Each and every line below goes into your answer unchanged, but leave out the images.

*** Opening PROVIDED MATERIAL ***

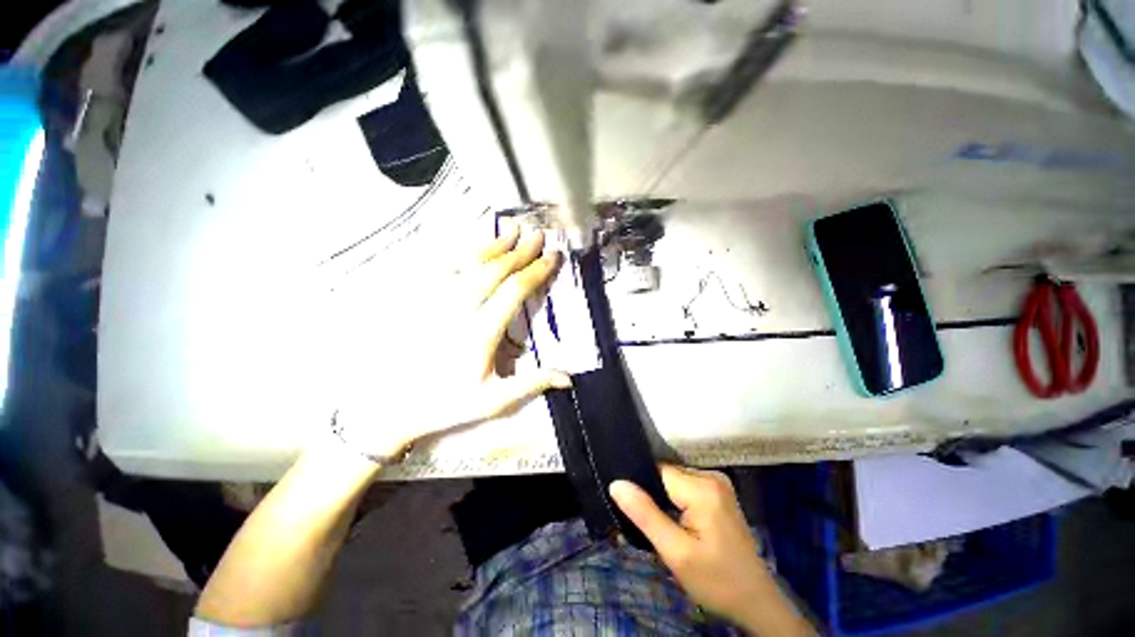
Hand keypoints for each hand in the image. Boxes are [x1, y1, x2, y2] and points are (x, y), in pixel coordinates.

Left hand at [332, 227, 570, 457]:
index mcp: (481, 333)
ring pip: (469, 265)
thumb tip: (569, 378)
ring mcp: (439, 302)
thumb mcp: (495, 400)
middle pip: (494, 270)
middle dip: (519, 251)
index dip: (535, 271)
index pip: (513, 291)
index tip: (553, 256)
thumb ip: (533, 383)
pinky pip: (447, 269)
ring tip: (512, 230)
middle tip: (538, 235)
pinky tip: (475, 246)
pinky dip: (465, 254)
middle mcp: (460, 310)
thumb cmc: (449, 403)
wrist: (396, 404)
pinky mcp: (425, 302)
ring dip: (493, 246)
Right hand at [610, 465, 811, 635]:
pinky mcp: (718, 493)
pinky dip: (675, 503)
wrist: (756, 603)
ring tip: (661, 527)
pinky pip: (685, 488)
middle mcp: (711, 476)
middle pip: (666, 475)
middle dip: (652, 496)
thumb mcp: (676, 553)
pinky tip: (674, 523)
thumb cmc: (716, 581)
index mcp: (702, 487)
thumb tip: (616, 484)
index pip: (657, 472)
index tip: (631, 510)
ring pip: (673, 482)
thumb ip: (645, 514)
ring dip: (663, 501)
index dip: (641, 488)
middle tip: (647, 527)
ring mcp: (717, 483)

*** Closing PROVIDED MATERIAL ***

◆ ANSWER TO THIS EXERCISE ◆
Hand keypoints for each hand in the image. Boxes are [x1, y1, x2, y2] and points are (x, y), in pixel coordinates.

Left hand at [332, 227, 570, 457]:
index mcp: (481, 333)
ring pip: (469, 265)
thumb tip: (569, 378)
ring mcp: (439, 302)
thumb mcp: (495, 400)
middle pip: (494, 270)
middle dip: (519, 251)
index dip: (535, 271)
index pip: (513, 291)
index tip: (553, 256)
thumb ip: (533, 383)
pinky pip: (447, 269)
ring tip: (512, 230)
middle tip: (538, 235)
pinky tip: (475, 246)
pinky dip: (465, 254)
middle mcp: (460, 310)
thumb cmc: (449, 403)
wrist: (396, 404)
pinky mcp: (425, 302)
ring dip: (493, 246)
Right hand at [610, 465, 811, 635]:
pinky mcp: (718, 493)
pinky dip: (675, 503)
wrist: (756, 603)
ring tip: (661, 527)
pinky pip: (685, 488)
middle mcp: (711, 476)
middle pip: (666, 475)
middle dip: (652, 496)
thumb mcp: (676, 553)
pinky tip: (674, 523)
thumb cmc: (716, 581)
index mcp: (702, 487)
thumb tip: (616, 484)
index pip: (657, 472)
index tip: (631, 510)
ring pip: (673, 482)
thumb ip: (645, 514)
ring dip: (663, 501)
index dip: (641, 488)
middle tip: (647, 527)
ring mcp: (717, 483)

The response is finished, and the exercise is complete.